Getting the url of the first sound file in an observation using @pisum's Jupyter Workbook

Hello @pisum, @thebeachcomber pointed me in your direction to solve a problem of getting iNat data in a format that I can use to prep the data for ingestion into the Queensland State-Wide biodiversity database, WildNet. I have been successful in modifying your Jupyter Workbook for a number of things but still struggling to figure out how to get the first url of the sound file. I have tried a number of different ways to parse the “sounds” key but just can’t figure it out. I would be very appreciative if you could point me in the right direction on the structure needed to pull the url out of the sounds key.

Once again, thanks so much for your great work on this workbook. It has already saved me loads of time! At some point I may ask for some help in getting the profile description “Tell us about yourself”, assuming that is possible for a list of observations.

as noted here: https://forum.inaturalist.org/t/select-observations-to-batch-download-from-list-of-observation-ids/61657/6

add a line to the parse_fields list, as appropriate:

  • for the url of the first sound file on an observation:
    {'label': 'sound_1_url', 'ref': 'sounds[0].file_url'},
  • for a comma-separated list of all the sound file urls for each observation:
    {'label': 'sound_urls', 'ref': 'sounds', 'function': 'filter_select', 'params': {'select_ref': 'file_url', 'separator': ', '}},
  • for a count of the number of sounds per observation:
    {'label': 'sounds_count', 'ref':'sounds', 'function': 'count'},
1 Like

You are a legend @pisum. I tried everything except file_url. I should have known better ;-)

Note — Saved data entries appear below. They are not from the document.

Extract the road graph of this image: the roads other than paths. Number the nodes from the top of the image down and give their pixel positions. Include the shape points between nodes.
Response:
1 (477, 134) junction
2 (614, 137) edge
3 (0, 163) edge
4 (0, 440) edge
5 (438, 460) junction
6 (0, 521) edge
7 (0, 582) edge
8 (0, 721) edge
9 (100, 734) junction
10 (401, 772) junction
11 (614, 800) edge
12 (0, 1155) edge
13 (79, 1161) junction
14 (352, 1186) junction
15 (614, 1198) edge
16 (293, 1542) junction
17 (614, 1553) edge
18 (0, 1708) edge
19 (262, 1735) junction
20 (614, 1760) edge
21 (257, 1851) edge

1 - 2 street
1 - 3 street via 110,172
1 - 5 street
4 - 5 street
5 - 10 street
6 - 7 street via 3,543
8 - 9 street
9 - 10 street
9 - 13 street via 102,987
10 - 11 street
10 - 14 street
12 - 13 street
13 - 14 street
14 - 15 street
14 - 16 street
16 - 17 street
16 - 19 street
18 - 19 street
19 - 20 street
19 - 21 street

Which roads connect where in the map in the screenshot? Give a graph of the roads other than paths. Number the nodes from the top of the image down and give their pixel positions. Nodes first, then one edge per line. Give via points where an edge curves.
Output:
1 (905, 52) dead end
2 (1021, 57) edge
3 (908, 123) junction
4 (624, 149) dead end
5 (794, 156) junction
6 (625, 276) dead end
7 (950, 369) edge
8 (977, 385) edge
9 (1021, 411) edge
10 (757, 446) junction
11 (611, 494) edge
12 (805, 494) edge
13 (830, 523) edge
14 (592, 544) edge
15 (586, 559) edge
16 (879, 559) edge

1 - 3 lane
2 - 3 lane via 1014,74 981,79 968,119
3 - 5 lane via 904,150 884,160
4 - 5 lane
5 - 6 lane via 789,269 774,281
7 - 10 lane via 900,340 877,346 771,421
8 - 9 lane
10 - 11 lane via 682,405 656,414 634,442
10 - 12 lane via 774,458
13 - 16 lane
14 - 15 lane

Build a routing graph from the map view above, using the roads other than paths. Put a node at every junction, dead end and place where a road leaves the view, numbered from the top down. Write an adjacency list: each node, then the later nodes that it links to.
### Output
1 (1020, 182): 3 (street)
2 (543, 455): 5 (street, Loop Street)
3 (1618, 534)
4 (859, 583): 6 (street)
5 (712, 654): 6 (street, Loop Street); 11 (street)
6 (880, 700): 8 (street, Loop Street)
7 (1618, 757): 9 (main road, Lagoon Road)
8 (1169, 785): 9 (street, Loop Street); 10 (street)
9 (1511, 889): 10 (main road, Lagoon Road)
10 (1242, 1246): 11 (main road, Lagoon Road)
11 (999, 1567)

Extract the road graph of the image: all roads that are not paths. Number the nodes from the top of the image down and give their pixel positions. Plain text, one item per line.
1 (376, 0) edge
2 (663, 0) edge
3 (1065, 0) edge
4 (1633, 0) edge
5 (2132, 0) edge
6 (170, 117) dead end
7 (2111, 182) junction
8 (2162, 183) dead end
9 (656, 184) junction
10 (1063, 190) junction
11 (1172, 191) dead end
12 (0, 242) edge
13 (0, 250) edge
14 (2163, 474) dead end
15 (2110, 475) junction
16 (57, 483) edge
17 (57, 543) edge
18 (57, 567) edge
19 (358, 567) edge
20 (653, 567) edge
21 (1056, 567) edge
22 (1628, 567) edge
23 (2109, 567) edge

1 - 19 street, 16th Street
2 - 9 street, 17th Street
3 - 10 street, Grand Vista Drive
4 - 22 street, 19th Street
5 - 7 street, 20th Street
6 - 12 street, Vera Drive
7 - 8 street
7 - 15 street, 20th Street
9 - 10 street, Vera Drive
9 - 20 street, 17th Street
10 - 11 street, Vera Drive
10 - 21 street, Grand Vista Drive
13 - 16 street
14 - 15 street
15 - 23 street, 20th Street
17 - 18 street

Related question @pisum. I am looking to get the url for a user profile for the observation. I have tried {'label': 'user profile url', 'ref': 'user', 'function': 'combine', 'params': {'combine_refs': ['user.id'], 'template': 'https://www.inaturalist.org/users/{0}'}}, but no user id gets populated in the url. What am I missing? Thanks again!

try 'combine_refs': ['id'] instead of 'combine_refs': ['user.id']

Thanks again @pisum. My knowledge about using the api has increased dramatically through your assistance :-)

1 Like

you’re welcome.

i believe the base API request for what you’re trying to do would be a GET /v1/observations/identifiers. note that this will return only up to the top 500 identifiers. so no paging is necessary because there will be no results beyond the first page.

as far as i know, the “Tell us about yourself” information is available only through an undocumented and deprecated endpoint GET https://www.inaturalist.org/users/{id}.json as description (or by scraping the user page).

this second endpoint returns only one user per request. so the complicated part of getting this information is getting a unique list of user.id from the base results and then looping through them to make a secondary request per user.id, while maintaining a roughly 1 request / sec rate limit (iNat’s guidance).

this can be accomplished in many ways. if you use my workbook’s structure, you can look at the way the add_std_places function works in conjunction with the endpoint_get_places dictionary to serve as a model for doing the complicated part. it gets place information in chunks of 30, but you would want to get the additional user data in chunks of 1 basically.

if you use pyinaturalist instead, i believe you can use one of their paginators – the ID variant, i think – to do something similar. (i believe the difference between my workbook and pyinaturalist is that because mine uses async functions, it will delay the start of each request and potentially run multiple requests in parallel; whereas i believe pyinaturalist runs requests serially, waiting for one to complete before starting another.)

or you could write your own code to handle it all…

UPDATE: i noticed that the Android app was able to get user descriptions, and looking at how it does it, it hits the beta v2 API. so it’ll be better to get descriptions from v2 – either GET https://api.inaturalist.org/v2/users/{id}?fields=id,login,description or GET https://api.inaturalist.org/v2/users/{id}?fields=all – than from the deprecated API. even using the v2 endpoint, it seems like you’re still stuck doing one user per request.